- **Task to complete**
Search the entries below for "bridge" and copy each matching line.

[Stored data]
========

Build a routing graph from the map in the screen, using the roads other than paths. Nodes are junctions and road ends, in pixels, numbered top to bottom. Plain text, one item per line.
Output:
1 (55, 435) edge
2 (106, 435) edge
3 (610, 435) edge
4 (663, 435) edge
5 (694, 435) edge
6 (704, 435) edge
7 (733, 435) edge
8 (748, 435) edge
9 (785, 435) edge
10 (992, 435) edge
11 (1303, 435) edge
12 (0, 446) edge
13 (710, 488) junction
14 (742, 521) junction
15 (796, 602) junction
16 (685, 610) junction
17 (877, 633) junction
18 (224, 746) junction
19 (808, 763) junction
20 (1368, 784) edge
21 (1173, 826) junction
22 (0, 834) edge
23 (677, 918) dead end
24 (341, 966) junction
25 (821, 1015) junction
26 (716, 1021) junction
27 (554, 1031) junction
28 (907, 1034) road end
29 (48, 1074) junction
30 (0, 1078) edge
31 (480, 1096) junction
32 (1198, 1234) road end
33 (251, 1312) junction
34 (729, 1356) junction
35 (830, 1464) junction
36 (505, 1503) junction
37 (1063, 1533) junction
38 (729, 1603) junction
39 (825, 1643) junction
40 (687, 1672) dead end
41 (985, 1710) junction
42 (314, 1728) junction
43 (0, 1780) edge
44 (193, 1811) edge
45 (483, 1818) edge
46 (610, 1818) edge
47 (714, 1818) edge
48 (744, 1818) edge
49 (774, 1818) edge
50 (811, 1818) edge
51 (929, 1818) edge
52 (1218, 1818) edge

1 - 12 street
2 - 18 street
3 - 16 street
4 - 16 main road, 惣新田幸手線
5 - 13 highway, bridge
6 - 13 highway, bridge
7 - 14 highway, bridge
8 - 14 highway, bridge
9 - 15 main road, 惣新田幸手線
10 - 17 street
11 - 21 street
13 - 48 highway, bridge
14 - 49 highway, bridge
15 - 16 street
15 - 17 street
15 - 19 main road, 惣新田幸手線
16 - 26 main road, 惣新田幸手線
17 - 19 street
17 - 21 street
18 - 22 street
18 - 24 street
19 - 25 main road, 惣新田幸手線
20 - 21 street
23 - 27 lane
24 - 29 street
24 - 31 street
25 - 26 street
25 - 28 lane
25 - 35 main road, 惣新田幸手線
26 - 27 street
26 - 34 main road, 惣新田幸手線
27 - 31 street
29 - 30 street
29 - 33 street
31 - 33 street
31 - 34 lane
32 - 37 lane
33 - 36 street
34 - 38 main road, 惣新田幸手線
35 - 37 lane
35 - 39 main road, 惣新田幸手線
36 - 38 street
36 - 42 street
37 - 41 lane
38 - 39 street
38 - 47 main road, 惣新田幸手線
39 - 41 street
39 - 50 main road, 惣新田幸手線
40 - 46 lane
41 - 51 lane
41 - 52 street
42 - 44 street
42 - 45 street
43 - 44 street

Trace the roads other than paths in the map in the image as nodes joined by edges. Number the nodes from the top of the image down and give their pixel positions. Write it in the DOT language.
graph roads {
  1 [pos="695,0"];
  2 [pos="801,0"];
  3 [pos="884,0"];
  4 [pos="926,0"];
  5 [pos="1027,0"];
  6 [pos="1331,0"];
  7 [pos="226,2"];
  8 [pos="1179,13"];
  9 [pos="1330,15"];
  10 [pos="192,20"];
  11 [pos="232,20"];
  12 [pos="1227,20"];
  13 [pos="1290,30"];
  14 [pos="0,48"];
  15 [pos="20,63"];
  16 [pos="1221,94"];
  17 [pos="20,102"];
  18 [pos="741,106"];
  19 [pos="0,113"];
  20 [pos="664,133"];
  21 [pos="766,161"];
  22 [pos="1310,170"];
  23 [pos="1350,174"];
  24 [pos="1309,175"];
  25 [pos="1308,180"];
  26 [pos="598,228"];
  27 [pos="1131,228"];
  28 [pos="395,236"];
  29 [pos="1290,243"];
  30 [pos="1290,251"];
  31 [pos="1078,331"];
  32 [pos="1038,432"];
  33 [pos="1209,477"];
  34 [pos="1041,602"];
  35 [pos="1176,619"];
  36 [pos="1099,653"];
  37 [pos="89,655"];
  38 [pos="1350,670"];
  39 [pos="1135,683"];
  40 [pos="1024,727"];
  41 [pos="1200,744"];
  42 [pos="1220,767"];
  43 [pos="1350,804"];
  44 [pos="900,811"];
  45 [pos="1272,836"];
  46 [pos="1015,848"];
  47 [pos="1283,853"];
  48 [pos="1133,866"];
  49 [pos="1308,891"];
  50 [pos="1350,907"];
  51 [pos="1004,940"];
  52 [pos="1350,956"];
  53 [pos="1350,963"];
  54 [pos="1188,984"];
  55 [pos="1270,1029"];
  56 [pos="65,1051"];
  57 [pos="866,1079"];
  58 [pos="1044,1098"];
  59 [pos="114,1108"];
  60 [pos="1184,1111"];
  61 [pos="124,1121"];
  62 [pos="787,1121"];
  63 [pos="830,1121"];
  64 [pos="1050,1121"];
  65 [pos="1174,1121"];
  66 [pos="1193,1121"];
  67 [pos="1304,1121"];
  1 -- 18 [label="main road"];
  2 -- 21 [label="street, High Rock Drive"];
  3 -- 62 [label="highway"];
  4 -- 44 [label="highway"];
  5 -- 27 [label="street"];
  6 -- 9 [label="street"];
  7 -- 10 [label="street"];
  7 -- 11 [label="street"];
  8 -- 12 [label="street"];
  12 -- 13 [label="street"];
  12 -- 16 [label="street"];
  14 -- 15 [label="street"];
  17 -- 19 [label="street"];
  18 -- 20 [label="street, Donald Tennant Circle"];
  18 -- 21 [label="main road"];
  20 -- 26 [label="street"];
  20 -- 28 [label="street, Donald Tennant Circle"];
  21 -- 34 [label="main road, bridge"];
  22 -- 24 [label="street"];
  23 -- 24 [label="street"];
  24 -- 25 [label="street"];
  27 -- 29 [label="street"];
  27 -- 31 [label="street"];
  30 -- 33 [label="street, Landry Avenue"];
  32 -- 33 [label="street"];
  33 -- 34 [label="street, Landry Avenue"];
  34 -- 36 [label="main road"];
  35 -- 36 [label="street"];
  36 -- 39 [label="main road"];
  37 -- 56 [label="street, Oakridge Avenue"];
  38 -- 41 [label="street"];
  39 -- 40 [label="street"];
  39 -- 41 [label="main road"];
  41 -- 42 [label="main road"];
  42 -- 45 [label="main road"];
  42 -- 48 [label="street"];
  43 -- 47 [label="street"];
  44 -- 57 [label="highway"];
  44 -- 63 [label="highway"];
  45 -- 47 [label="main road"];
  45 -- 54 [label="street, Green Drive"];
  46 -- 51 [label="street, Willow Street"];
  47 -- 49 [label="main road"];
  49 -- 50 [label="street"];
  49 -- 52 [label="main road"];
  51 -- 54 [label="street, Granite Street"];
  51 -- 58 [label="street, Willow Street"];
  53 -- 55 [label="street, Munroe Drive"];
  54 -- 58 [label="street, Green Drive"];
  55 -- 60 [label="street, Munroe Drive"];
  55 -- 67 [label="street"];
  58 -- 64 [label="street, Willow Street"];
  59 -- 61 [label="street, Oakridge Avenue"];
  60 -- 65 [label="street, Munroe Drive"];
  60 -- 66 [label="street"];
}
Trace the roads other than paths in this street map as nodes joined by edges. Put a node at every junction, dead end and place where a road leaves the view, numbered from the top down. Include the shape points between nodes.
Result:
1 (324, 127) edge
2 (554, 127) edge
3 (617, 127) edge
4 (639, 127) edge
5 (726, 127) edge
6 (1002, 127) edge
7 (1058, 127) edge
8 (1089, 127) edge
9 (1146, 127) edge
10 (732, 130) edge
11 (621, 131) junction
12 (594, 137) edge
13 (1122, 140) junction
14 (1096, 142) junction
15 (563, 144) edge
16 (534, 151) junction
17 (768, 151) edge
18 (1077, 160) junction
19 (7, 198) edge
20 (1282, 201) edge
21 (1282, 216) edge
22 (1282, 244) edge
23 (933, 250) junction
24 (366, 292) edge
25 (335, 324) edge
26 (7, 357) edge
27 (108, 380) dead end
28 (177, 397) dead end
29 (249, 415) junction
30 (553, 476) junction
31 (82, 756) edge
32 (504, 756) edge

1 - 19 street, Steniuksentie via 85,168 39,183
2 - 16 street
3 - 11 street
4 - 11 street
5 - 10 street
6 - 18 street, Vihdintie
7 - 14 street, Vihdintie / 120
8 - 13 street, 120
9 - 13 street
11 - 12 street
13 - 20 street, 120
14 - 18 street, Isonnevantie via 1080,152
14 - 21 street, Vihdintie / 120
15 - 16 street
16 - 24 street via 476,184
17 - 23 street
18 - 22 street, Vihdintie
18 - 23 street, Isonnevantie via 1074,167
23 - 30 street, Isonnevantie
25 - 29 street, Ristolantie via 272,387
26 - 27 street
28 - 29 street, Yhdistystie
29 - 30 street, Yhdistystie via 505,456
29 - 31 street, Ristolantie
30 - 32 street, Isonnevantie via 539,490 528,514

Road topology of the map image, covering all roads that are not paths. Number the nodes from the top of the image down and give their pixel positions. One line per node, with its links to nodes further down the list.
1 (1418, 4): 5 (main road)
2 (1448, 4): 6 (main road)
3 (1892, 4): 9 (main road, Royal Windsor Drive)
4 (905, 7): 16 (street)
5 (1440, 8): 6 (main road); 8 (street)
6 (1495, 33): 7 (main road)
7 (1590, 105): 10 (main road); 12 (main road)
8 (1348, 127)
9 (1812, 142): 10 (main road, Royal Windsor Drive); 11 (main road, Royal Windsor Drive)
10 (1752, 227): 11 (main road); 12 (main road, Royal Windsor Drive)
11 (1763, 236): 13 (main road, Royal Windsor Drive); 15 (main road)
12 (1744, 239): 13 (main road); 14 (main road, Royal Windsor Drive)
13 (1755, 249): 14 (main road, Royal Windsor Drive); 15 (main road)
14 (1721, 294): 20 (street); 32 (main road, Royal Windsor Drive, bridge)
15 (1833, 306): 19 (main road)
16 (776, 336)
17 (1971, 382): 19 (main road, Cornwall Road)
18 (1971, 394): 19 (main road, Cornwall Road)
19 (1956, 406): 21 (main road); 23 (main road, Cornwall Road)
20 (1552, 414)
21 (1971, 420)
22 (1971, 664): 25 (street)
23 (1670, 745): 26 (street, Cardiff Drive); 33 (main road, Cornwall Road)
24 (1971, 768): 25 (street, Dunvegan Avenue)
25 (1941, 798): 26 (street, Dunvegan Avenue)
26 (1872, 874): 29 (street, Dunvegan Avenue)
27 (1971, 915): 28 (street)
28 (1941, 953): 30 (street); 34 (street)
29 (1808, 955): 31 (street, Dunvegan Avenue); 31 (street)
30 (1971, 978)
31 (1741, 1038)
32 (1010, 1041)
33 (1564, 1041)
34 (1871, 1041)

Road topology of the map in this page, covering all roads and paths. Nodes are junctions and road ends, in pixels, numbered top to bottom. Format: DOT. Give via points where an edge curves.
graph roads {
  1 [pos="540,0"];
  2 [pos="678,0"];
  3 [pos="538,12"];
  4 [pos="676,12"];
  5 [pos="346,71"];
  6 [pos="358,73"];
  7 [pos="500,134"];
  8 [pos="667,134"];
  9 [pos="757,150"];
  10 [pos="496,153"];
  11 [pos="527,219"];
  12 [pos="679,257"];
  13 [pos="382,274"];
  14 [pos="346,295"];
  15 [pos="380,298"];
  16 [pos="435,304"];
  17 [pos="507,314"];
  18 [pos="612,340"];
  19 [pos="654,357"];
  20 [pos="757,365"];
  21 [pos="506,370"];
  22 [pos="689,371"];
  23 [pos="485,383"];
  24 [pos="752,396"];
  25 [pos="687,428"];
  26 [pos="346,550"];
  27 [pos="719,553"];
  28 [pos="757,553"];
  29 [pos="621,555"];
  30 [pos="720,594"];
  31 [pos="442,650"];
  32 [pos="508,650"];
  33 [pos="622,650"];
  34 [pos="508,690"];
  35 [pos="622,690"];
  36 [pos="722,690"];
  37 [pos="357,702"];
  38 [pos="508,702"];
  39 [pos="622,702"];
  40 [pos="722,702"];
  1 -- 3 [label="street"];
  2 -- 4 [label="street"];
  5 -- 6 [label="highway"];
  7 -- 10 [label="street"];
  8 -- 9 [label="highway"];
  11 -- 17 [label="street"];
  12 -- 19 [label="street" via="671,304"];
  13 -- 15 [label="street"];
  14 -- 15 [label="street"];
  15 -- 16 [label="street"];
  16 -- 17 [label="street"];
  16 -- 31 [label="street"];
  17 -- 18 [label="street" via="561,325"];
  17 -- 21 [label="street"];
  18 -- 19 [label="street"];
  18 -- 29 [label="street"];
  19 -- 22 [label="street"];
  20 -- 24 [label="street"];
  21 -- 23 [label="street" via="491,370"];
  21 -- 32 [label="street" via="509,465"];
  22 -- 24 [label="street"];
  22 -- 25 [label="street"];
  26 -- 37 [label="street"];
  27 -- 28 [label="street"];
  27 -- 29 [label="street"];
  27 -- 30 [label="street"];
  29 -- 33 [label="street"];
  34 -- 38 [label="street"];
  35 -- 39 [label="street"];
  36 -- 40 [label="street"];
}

========

- **Exercise output**
5 - 13 highway, bridge
6 - 13 highway, bridge
7 - 14 highway, bridge
8 - 14 highway, bridge
13 - 48 highway, bridge
14 - 49 highway, bridge
  21 -- 34 [label="main road, bridge"];
14 (1721, 294): 20 (street); 32 (main road, Royal Windsor Drive, bridge)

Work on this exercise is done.